The tight interallelic positional coincidence that distinguishes T-cell receptor Jα usage does not result from homologous chromosomal pairing during VαJα rearrangement

The T-cell receptor (TCR) a locus is thought to undergo multiple cycles of secondary rearrangements that maximize the generation of alpha beta T cells. Taking advantage of the nucleotide sequence of the human V alpha and J alpha segments, we undertook a locus-wide analysis of TCR alpha gene rearrangements in human alpha beta T-cell clones. In most clones, V alphaJ alpha rearrangements occurred on both homologous chromosomes and, remarkably, resulted in the use of two neighboring J alpha segments.
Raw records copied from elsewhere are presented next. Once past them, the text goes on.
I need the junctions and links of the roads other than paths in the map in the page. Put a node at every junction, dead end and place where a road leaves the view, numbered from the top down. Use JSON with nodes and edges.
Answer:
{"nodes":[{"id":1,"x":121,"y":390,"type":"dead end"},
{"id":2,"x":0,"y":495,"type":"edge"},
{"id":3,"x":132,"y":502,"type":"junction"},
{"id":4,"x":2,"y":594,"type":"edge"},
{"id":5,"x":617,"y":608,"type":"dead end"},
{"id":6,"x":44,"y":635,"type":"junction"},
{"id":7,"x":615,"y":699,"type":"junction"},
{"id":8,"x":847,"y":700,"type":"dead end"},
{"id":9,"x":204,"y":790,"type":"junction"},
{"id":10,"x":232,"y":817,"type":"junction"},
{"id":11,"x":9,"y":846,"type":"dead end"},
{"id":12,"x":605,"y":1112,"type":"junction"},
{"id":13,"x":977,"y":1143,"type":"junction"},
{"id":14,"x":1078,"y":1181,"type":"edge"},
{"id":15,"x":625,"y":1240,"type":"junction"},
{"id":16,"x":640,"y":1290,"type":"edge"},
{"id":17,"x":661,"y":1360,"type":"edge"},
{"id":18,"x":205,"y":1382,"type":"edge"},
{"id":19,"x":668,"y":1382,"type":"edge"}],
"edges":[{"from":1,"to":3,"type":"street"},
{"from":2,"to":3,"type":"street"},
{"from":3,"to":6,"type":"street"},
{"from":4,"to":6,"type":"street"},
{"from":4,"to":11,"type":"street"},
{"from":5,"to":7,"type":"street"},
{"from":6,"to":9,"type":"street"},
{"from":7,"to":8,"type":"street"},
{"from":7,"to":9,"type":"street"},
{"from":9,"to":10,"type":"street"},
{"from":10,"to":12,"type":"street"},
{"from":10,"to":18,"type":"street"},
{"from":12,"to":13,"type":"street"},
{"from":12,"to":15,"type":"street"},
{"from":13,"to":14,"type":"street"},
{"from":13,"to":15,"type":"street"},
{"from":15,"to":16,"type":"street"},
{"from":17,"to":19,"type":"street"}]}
No such interallelic coincidence was found for the position of the two rearranged V alpha segments, and there was only a loose correlation between the 5' or 3' chromosomal position of the V alpha and J alpha segments used in a given rearrangement. These observations question the occurrence of extensive rounds of secondary V alpha-->J alpha rearrangements and of a coordinated and polarized usage of the V alpha and J alpha libraries. Fluorescence in situ hybridization analysis of developing T cells in which TCR alpha rearrangements are taking place showed that the interallelic positional coincidence in J alpha usage cannot be explained by the stable juxtaposition of homologous J alpha clusters.